All of the entries need to be repeated exactly. Leave nothing out.

RECORDS SHOWN:
★ ★ ★ ★
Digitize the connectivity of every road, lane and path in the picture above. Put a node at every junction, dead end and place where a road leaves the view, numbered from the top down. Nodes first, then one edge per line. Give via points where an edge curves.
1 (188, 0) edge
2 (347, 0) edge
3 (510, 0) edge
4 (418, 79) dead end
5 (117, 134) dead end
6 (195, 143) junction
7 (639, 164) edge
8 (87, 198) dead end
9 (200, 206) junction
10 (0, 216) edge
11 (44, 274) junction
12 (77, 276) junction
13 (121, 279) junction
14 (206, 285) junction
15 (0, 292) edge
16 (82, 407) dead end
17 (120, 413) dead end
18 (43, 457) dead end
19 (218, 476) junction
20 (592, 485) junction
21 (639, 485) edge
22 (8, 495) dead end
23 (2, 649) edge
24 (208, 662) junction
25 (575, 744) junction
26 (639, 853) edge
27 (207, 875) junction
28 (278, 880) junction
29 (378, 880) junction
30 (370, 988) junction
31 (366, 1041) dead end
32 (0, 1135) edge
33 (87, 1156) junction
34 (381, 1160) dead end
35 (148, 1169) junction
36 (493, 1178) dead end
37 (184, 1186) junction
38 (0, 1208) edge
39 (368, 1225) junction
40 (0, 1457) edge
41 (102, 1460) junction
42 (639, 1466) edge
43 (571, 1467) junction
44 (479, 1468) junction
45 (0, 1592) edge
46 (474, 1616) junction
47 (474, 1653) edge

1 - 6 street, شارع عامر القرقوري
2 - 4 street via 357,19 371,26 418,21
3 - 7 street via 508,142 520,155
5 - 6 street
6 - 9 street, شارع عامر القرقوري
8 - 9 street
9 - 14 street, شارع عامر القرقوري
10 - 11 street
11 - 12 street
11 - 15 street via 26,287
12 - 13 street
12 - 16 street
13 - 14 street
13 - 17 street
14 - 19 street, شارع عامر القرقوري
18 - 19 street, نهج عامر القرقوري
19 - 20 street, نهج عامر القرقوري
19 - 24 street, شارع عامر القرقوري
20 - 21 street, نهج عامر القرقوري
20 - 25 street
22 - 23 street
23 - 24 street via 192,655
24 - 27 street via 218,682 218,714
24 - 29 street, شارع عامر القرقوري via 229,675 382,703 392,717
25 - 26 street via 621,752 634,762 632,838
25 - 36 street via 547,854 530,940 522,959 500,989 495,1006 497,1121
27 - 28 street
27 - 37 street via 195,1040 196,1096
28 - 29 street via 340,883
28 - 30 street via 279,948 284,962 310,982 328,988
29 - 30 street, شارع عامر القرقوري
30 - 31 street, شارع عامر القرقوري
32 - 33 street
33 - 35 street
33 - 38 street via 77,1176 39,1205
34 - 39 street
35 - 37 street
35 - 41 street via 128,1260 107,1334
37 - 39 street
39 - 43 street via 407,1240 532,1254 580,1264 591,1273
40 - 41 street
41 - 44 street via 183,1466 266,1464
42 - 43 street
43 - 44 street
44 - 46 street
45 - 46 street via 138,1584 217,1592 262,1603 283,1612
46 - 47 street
★ ★ ★ ★
WRITTEN ANSWER:
Digitize the connectivity of every road, lane and path in the picture above. Put a node at every junction, dead end and place where a road leaves the view, numbered from the top down. Nodes first, then one edge per line. Give via points where an edge curves.
1 (188, 0) edge
2 (347, 0) edge
3 (510, 0) edge
4 (418, 79) dead end
5 (117, 134) dead end
6 (195, 143) junction
7 (639, 164) edge
8 (87, 198) dead end
9 (200, 206) junction
10 (0, 216) edge
11 (44, 274) junction
12 (77, 276) junction
13 (121, 279) junction
14 (206, 285) junction
15 (0, 292) edge
16 (82, 407) dead end
17 (120, 413) dead end
18 (43, 457) dead end
19 (218, 476) junction
20 (592, 485) junction
21 (639, 485) edge
22 (8, 495) dead end
23 (2, 649) edge
24 (208, 662) junction
25 (575, 744) junction
26 (639, 853) edge
27 (207, 875) junction
28 (278, 880) junction
29 (378, 880) junction
30 (370, 988) junction
31 (366, 1041) dead end
32 (0, 1135) edge
33 (87, 1156) junction
34 (381, 1160) dead end
35 (148, 1169) junction
36 (493, 1178) dead end
37 (184, 1186) junction
38 (0, 1208) edge
39 (368, 1225) junction
40 (0, 1457) edge
41 (102, 1460) junction
42 (639, 1466) edge
43 (571, 1467) junction
44 (479, 1468) junction
45 (0, 1592) edge
46 (474, 1616) junction
47 (474, 1653) edge

1 - 6 street, شارع عامر القرقوري
2 - 4 street via 357,19 371,26 418,21
3 - 7 street via 508,142 520,155
5 - 6 street
6 - 9 street, شارع عامر القرقوري
8 - 9 street
9 - 14 street, شارع عامر القرقوري
10 - 11 street
11 - 12 street
11 - 15 street via 26,287
12 - 13 street
12 - 16 street
13 - 14 street
13 - 17 street
14 - 19 street, شارع عامر القرقوري
18 - 19 street, نهج عامر القرقوري
19 - 20 street, نهج عامر القرقوري
19 - 24 street, شارع عامر القرقوري
20 - 21 street, نهج عامر القرقوري
20 - 25 street
22 - 23 street
23 - 24 street via 192,655
24 - 27 street via 218,682 218,714
24 - 29 street, شارع عامر القرقوري via 229,675 382,703 392,717
25 - 26 street via 621,752 634,762 632,838
25 - 36 street via 547,854 530,940 522,959 500,989 495,1006 497,1121
27 - 28 street
27 - 37 street via 195,1040 196,1096
28 - 29 street via 340,883
28 - 30 street via 279,948 284,962 310,982 328,988
29 - 30 street, شارع عامر القرقوري
30 - 31 street, شارع عامر القرقوري
32 - 33 street
33 - 35 street
33 - 38 street via 77,1176 39,1205
34 - 39 street
35 - 37 street
35 - 41 street via 128,1260 107,1334
37 - 39 street
39 - 43 street via 407,1240 532,1254 580,1264 591,1273
40 - 41 street
41 - 44 street via 183,1466 266,1464
42 - 43 street
43 - 44 street
44 - 46 street
45 - 46 street via 138,1584 217,1592 262,1603 283,1612
46 - 47 street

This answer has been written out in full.